**What to work on**: Return each line of the data below that contains the string "roads".

**Records shown**:
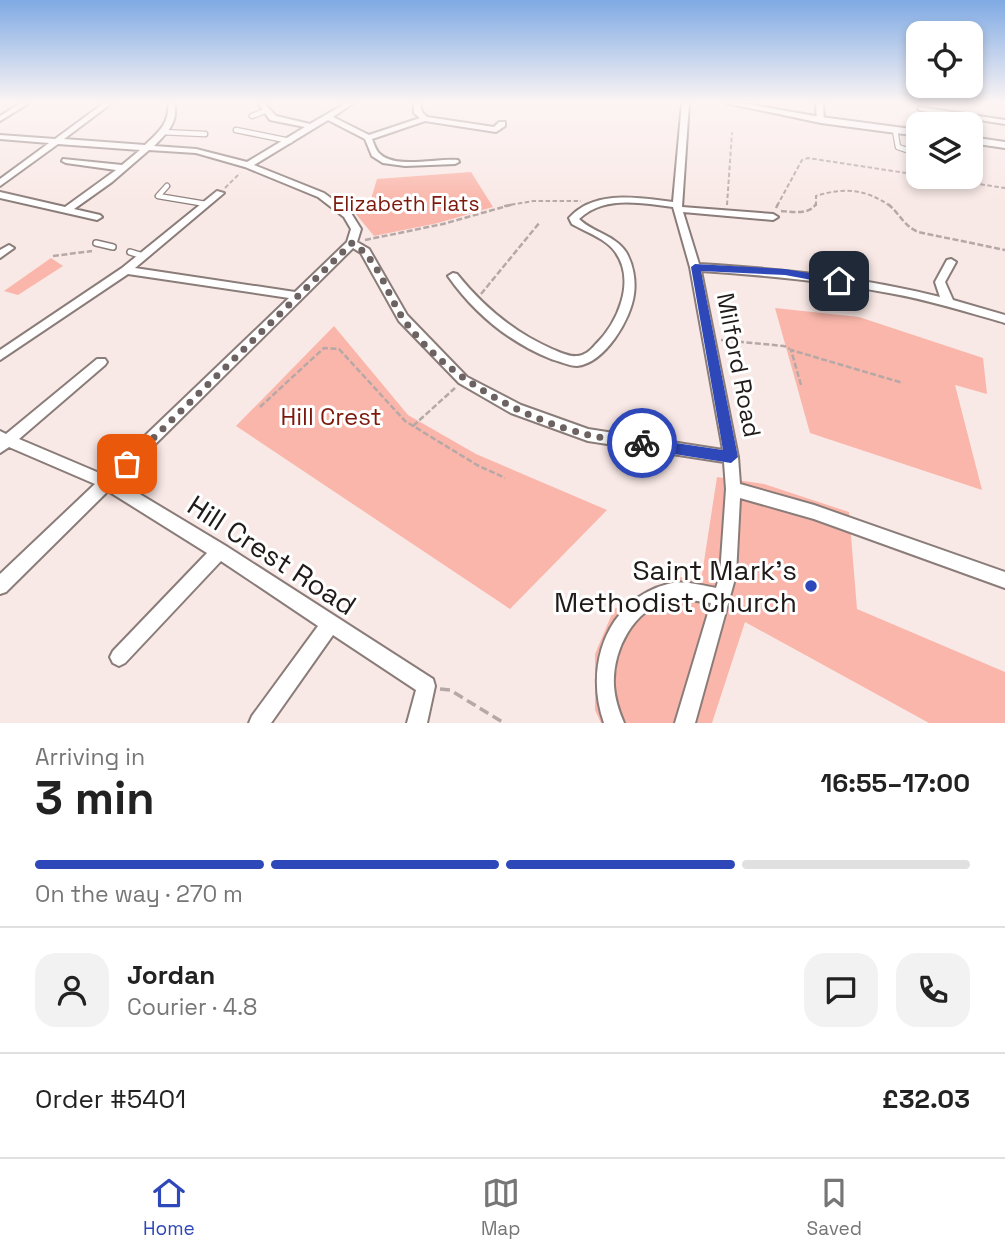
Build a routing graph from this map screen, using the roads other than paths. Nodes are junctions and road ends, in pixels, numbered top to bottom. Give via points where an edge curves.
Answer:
---
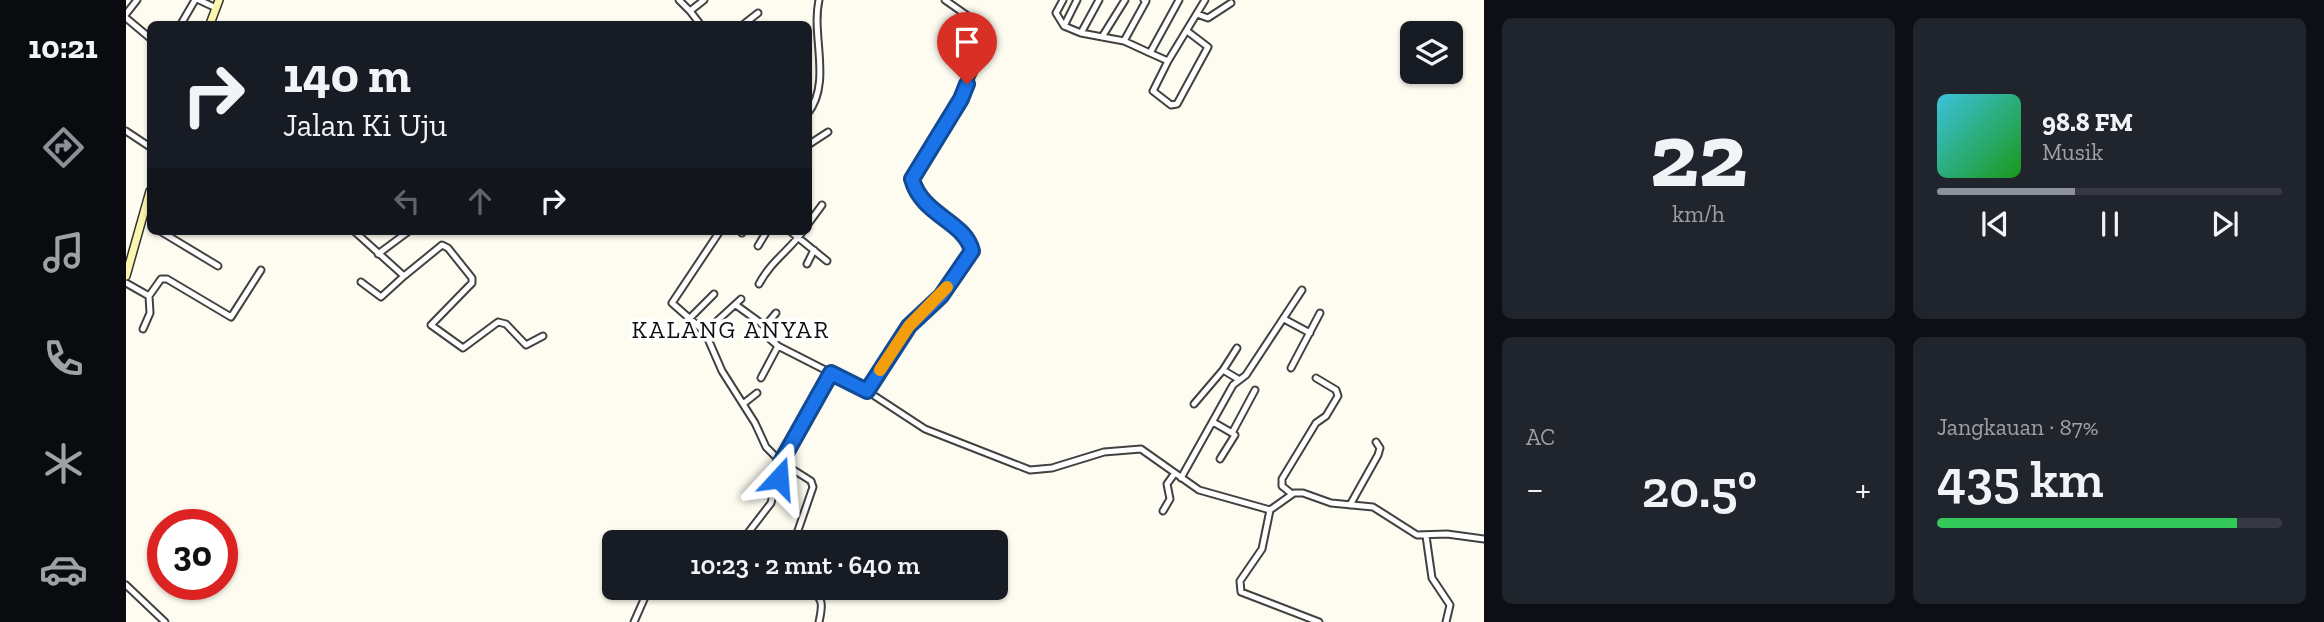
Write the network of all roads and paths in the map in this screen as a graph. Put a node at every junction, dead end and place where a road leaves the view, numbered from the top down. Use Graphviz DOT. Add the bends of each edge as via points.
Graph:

**Exercise answer**:
Build a routing graph from this map screen, using the roads other than paths. Nodes are junctions and road ends, in pixels, numbered top to bottom. Give via points where an edge curves.
Write the network of all roads and paths in the map in this screen as a graph. Put a node at every junction, dead end and place where a road leaves the view, numbered from the top down. Use Graphviz DOT. Add the bends of each edge as via points.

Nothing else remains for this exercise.